A big benefit to this pattern is that it is very easy to scale up or down as the load increases or decreases. As new workers come online, they can notify the master of their availability, and the master can begin distributing work to them. This means that if the master begins to back up due to the workers being overloaded, you can simply scale up the number of workers. In a distributed system, this is especially true because the workers can be brought up on new nodes in a cluster, probably running on different hardware.

In our example scheduling domain, if a project is added to the system, that project needs to be scheduled. We could just push a message directly into the system, but scheduling is a time-consuming process. Consequently, if many projects are scheduled simultaneously, we could run into a mailbox problem. To solve this issue, we can use the Work Pulling pattern. When a project is created, we will write a record to a data store. A project scheduler will then pull those records from the database and send a message to a series of worker actors. Each worker actor will then try to schedule that project. Here’s how it looks:

object ProjectWorker {
  case class ScheduleProject(project: Project)
  case class ProjectScheduled(project: Project)
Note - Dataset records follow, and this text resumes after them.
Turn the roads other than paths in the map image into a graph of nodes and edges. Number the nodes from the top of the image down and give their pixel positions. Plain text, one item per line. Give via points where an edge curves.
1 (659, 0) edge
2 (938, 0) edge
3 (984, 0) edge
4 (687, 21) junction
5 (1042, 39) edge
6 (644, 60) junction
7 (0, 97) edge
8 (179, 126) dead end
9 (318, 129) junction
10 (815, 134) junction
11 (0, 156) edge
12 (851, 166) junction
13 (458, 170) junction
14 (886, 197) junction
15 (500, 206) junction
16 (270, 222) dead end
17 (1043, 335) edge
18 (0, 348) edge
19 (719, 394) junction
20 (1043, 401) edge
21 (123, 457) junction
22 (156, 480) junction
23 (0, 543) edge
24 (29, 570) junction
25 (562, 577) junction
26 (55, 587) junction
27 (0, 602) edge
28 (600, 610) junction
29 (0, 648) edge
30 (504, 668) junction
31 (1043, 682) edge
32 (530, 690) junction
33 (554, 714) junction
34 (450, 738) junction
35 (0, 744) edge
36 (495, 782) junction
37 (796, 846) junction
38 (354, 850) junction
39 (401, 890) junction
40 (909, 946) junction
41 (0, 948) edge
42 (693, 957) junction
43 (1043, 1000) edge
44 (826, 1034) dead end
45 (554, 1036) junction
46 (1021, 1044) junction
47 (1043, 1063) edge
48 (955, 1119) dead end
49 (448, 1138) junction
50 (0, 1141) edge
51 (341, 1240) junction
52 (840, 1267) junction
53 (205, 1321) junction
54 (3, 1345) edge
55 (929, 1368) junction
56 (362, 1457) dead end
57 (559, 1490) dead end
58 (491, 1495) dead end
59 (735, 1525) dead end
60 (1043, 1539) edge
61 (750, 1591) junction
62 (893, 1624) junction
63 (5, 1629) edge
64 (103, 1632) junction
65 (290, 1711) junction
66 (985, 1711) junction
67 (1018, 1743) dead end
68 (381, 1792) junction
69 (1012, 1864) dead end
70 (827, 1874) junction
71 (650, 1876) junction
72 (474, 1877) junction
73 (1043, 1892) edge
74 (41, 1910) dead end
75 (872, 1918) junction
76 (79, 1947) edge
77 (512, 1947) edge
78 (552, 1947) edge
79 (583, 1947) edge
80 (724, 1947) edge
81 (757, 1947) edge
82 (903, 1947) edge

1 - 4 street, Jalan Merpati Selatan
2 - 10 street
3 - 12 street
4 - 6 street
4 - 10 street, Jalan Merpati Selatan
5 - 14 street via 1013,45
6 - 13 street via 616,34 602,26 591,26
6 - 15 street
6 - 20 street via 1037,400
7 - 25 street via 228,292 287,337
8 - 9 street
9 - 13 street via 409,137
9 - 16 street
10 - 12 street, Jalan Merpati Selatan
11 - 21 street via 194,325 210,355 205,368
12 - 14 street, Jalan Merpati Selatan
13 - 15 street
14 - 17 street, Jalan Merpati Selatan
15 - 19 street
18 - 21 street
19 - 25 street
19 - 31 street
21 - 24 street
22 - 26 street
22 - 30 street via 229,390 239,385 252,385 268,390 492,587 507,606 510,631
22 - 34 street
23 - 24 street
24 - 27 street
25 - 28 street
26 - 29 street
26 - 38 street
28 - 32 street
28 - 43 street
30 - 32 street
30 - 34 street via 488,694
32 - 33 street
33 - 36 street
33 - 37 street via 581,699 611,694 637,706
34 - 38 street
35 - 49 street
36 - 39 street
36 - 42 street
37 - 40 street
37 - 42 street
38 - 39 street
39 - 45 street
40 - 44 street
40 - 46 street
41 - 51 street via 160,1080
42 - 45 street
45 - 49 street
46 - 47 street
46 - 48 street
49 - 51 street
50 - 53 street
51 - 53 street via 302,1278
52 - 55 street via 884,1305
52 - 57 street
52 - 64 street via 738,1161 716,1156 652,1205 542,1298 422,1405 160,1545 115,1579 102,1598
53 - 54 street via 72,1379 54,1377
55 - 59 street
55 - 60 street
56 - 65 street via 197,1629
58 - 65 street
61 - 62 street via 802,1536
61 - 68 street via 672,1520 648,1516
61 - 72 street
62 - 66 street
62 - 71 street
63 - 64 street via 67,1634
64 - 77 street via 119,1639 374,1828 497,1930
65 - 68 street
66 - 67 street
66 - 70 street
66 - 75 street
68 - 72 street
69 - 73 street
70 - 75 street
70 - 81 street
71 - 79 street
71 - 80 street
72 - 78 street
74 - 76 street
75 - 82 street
  def props(projectMaster: ActorRef): Props =
    Props(new ProjectWorker(projectMaster))
}

class ProjectWorker(projectMaster: ActorRef) extends Actor {
  projectMaster ! ProjectMaster.RegisterWorker(self)

  override def receive: Actor.Receive = {
    case ScheduleProject(project) =>
      scheduleProject(project)
      projectMaster ! ProjectScheduled(project)
  }

  private def scheduleProject(project: Project) = {
    // perform project scheduling tasks
  }
}

Here is a simple implementation for our ProjectWorker actor. When this actor comes online, it registers itself with the ProjectMaster by using the RegisterWorker message. If it receives a ScheduleProject message, it will perform the necessary scheduling tasks and then send a ProjectScheduled message back to ProjectMaster. This ProjectScheduled message is the cue to the ProjectMaster that the worker has completed its task and it is ready to accept more work, as demonstrated here:

object ProjectMaster {
  case class ProjectAdded(projectId: ProjectId)
  case class RegisterWorker(worker: ActorRef)
  private case class CheckForWork(worker: ActorRef)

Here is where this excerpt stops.